And finally, the Somalis actually have a legitimate process underway that needs to be supported. Now, I want to emphasize again, we did not seek a peacekeeping force today. The purpose of today was to deal with the piracy issue, and we’re going to continue consultations. But we cannot get into a situation in which a security vacuum is left in Somalia and all of the good work of Djibouti is undone and we go back to two years ago, prior to the Ethiopian offensive. That would not be a good circumstance to find ourselves in.
And I really don’t imagine American forces being a part of a peacekeeping operation. American forces are pretty busy these days.
QUESTION: Madame Secretary, I wonder if we could get you to look more philosophically at diplomacy at the end of 2008 going into 2009 after your eight years in the government, and to see in a new world that is not unipolar, not multipolar, what we can – what lessons we can draw out of especially today’s discussion about Somalia and a piracy issue, kind of in the spirit of your friend Alexander Downer, who liked to say that the Owl of Minerva takes flight at dusk. At the dusk, what do you reflect on?
SECRETARY RICE: (Laughter.) Well, let’s see. Is it dusk yet? Midnight. In any case, I think that the United States, under President Bush, has actually used the mechanisms and the councils of the United Nations more than they’ve been used maybe ever, whether it is insisting that Security Council resolutions that have been passed be respected, whether it is seeking to deal with human rights and tyranny cases like Zimbabwe or Burma, whether it is the kind of really remarkable day that we’ve had today where we’ve had one resolution that was sponsored by the United States and Russia on the Middle East, something that I think might not have been foreseeable just a very short period of time. And I think, by the way, that is a product of the last several years of diplomacy on the Middle East that really have brought the international community to a joint understanding and strategy of what needs to be done to achieve the two-state solution that Bush outlined. That’s why Russia and the United States were able to sponsor this.
And then finally, this piracy case, it’s a kind of interesting story because we were down at the APEC, at the Asia-Pacific Economic Council, and the President and I talked to half a dozen leaders down there, including President Hu Jintao, President Medvedev, and others, and we got such strong and resounding agreement that somehow, even though the international community had already gotten very strong authorities on piracy, we didn’t seem to be coordinated; people didn’t seem to know, we weren’t sending a deterrent message to the pirates through our unity. And this has been a remarkable process of getting a very strong, unanimous resolution on a common threat. And so I’m very proud of the multilateral diplomacy that we’ve been able to do and that the President has been able to support. It’s been a good couple days at the UN.
QUESTION: Following up on your answer, you said the U.S. has been sure that UN sanctions, et cetera, are followed. Is Pakistan following the UN Security Council’s ban on the Jamaat? The Foreign Minister just said this weekend that charitable organizations of the Jamaat-ul-Dawa will not be closed down. Is this a violation of international cooperation?
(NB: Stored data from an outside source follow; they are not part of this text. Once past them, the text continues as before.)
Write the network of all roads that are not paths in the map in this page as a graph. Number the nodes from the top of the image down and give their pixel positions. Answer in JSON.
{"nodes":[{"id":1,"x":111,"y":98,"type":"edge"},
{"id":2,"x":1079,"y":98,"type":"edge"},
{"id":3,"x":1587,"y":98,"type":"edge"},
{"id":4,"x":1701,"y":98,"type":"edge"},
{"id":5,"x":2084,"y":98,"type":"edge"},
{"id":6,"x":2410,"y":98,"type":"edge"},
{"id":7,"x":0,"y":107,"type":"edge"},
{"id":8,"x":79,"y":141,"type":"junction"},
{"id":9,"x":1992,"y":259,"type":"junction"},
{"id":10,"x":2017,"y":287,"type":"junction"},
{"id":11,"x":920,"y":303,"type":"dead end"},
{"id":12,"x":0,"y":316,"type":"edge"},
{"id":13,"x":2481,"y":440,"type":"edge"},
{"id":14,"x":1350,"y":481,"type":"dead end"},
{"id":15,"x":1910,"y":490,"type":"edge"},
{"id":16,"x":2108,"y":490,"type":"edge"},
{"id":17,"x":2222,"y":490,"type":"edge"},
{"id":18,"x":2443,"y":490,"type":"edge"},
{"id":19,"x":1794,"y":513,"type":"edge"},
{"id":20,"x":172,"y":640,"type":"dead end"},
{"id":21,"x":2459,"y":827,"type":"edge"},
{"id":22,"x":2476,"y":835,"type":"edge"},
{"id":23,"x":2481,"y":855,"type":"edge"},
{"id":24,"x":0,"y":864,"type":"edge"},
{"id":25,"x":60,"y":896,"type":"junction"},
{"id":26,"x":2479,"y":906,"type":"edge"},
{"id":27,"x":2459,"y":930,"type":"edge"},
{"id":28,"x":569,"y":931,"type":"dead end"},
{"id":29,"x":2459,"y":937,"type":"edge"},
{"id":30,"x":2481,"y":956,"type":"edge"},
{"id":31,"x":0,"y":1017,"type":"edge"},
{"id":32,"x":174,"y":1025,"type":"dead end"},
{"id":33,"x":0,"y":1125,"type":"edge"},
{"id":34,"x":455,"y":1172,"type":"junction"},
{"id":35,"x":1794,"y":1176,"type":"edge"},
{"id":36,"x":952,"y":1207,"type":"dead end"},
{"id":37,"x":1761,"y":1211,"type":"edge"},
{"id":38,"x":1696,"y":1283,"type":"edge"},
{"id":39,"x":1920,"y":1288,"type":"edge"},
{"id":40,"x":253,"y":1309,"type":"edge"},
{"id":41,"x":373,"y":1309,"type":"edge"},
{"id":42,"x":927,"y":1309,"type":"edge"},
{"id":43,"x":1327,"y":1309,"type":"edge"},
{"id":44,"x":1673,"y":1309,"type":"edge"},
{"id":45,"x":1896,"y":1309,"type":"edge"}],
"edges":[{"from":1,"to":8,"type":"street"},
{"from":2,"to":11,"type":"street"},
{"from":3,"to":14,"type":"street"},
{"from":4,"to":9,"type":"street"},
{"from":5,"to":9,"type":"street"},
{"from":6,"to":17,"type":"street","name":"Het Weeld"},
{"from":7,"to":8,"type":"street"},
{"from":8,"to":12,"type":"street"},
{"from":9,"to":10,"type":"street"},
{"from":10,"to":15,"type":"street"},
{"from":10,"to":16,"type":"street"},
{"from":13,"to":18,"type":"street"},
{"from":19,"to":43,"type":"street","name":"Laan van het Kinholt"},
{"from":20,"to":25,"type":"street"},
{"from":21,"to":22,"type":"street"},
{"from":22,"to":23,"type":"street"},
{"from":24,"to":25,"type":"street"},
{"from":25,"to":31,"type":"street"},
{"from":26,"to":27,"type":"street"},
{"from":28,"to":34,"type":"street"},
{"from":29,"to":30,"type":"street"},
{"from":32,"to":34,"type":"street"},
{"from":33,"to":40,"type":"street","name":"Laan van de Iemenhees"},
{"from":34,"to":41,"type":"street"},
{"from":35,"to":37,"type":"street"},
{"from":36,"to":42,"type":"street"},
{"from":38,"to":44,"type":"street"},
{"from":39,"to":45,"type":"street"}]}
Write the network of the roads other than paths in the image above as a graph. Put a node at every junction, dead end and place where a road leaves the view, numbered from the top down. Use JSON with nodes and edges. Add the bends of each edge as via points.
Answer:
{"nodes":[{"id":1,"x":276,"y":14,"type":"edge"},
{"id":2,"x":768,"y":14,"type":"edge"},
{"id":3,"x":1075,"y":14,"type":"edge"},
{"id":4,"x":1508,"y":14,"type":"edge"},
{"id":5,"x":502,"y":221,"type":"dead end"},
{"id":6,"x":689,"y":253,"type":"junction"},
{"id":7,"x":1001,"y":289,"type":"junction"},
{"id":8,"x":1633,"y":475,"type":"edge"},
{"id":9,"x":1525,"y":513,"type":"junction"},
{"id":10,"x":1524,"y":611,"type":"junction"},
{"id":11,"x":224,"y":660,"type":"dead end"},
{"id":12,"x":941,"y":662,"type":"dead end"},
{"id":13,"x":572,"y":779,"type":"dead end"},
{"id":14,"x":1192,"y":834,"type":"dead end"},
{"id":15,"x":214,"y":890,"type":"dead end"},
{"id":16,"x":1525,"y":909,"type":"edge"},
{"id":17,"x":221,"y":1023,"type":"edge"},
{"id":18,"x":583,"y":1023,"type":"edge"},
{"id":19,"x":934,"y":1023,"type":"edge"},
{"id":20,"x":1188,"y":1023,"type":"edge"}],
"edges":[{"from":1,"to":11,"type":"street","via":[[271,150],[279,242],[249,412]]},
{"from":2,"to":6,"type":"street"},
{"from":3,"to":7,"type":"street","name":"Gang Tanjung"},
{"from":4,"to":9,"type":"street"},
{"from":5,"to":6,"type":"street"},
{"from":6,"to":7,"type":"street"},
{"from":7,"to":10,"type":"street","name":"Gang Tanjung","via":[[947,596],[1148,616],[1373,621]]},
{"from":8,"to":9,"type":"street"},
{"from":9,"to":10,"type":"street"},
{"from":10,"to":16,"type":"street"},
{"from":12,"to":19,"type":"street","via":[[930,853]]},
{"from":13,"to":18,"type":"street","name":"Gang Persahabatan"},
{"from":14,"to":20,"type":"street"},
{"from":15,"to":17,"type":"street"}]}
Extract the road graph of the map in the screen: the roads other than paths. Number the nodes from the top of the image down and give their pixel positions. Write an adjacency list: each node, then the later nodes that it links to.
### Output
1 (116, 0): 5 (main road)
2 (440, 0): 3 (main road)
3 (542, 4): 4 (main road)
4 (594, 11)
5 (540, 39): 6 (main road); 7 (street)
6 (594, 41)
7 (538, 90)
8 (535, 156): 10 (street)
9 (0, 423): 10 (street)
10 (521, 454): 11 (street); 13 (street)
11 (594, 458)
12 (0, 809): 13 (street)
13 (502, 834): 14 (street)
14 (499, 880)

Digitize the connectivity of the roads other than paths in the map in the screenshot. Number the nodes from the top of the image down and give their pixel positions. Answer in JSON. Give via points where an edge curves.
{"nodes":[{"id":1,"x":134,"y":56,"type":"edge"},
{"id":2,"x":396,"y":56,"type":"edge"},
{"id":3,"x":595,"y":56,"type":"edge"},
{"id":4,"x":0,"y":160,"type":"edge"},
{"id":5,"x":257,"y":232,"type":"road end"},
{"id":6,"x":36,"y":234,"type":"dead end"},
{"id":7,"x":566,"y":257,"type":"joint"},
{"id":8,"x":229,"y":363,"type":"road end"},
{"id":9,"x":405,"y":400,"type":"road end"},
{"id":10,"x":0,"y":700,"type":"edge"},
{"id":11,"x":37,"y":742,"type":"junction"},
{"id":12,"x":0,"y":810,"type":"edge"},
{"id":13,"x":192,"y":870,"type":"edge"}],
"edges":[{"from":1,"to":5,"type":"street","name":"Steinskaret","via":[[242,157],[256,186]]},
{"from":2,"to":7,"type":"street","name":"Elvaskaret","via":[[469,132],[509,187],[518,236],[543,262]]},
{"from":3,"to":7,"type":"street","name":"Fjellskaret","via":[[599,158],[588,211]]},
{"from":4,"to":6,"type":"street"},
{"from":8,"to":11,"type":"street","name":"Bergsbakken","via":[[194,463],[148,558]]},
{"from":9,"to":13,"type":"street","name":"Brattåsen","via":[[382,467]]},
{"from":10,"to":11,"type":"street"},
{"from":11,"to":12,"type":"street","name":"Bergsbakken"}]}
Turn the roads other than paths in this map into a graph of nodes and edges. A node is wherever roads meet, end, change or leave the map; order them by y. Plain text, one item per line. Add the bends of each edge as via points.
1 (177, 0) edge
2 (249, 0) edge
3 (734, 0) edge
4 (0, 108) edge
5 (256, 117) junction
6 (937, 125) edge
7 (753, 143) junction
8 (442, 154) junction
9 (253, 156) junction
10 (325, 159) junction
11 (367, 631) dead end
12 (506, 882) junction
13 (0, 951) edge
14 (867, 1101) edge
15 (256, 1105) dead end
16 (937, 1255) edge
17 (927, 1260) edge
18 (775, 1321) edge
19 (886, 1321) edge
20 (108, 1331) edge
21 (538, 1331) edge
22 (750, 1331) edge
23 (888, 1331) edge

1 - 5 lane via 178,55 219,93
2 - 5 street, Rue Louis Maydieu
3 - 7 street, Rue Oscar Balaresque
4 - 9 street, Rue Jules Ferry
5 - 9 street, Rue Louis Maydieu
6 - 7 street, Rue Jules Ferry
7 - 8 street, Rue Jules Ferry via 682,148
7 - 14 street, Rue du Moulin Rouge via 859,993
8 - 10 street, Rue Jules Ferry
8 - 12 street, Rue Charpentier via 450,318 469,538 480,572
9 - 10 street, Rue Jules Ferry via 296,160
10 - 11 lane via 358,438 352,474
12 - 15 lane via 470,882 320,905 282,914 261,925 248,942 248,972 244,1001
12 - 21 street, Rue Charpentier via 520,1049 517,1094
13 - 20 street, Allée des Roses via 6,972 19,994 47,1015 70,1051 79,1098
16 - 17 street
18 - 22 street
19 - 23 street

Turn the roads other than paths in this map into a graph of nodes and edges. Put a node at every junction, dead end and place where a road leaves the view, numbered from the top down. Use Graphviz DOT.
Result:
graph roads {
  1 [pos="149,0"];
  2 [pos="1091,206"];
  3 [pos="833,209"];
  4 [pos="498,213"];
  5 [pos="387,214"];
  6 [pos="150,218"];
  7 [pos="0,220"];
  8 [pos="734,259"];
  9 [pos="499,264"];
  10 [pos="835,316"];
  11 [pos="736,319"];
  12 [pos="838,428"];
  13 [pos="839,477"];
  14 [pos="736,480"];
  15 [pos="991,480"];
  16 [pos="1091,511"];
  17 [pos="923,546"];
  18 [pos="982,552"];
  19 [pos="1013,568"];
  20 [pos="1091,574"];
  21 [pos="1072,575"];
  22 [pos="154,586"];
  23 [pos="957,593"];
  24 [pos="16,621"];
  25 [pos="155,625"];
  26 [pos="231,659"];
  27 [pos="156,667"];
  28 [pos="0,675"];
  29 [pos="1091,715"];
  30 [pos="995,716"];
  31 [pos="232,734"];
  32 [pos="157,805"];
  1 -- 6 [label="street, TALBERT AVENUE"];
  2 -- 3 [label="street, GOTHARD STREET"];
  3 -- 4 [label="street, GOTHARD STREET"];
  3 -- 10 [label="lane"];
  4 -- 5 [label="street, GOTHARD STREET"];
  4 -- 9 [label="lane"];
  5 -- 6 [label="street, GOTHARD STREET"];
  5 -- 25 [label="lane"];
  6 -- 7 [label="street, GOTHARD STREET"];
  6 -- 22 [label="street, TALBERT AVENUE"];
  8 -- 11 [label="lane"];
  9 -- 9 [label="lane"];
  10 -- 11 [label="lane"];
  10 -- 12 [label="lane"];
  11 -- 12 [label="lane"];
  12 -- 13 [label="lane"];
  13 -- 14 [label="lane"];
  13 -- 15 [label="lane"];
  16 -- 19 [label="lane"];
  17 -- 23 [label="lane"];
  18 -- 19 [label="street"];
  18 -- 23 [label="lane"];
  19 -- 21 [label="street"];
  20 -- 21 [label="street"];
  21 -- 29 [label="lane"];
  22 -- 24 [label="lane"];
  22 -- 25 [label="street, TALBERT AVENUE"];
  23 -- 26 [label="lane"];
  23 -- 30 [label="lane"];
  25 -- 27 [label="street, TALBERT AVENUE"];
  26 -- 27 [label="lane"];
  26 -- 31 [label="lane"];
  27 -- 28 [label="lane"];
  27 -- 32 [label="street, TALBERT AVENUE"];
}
SECRETARY RICE: Well, the – Pakistan is going to have to untangle a difficult circumstance with the Jamaat-ul-Dawa – they are – because I understand that there are so-called charitable activities. But we learned – the United States learned the hard way that sometimes these are too intertwined with organizations that have terrorist ties and that have just been designated here. And so we will be pressing all member-states to adhere completely and to the letter of the designations that the United Nations has taken. And because I know the Pakistani Government to be a government that wants to deal in good faith with the world – it’s a new civilian government that is a legitimate government that wants very much to be respected in international politics and, by the way, wants to deal with the terrorism problem that is itself having dire consequences in Pakistan – I expect that there will be great – will be cooperation.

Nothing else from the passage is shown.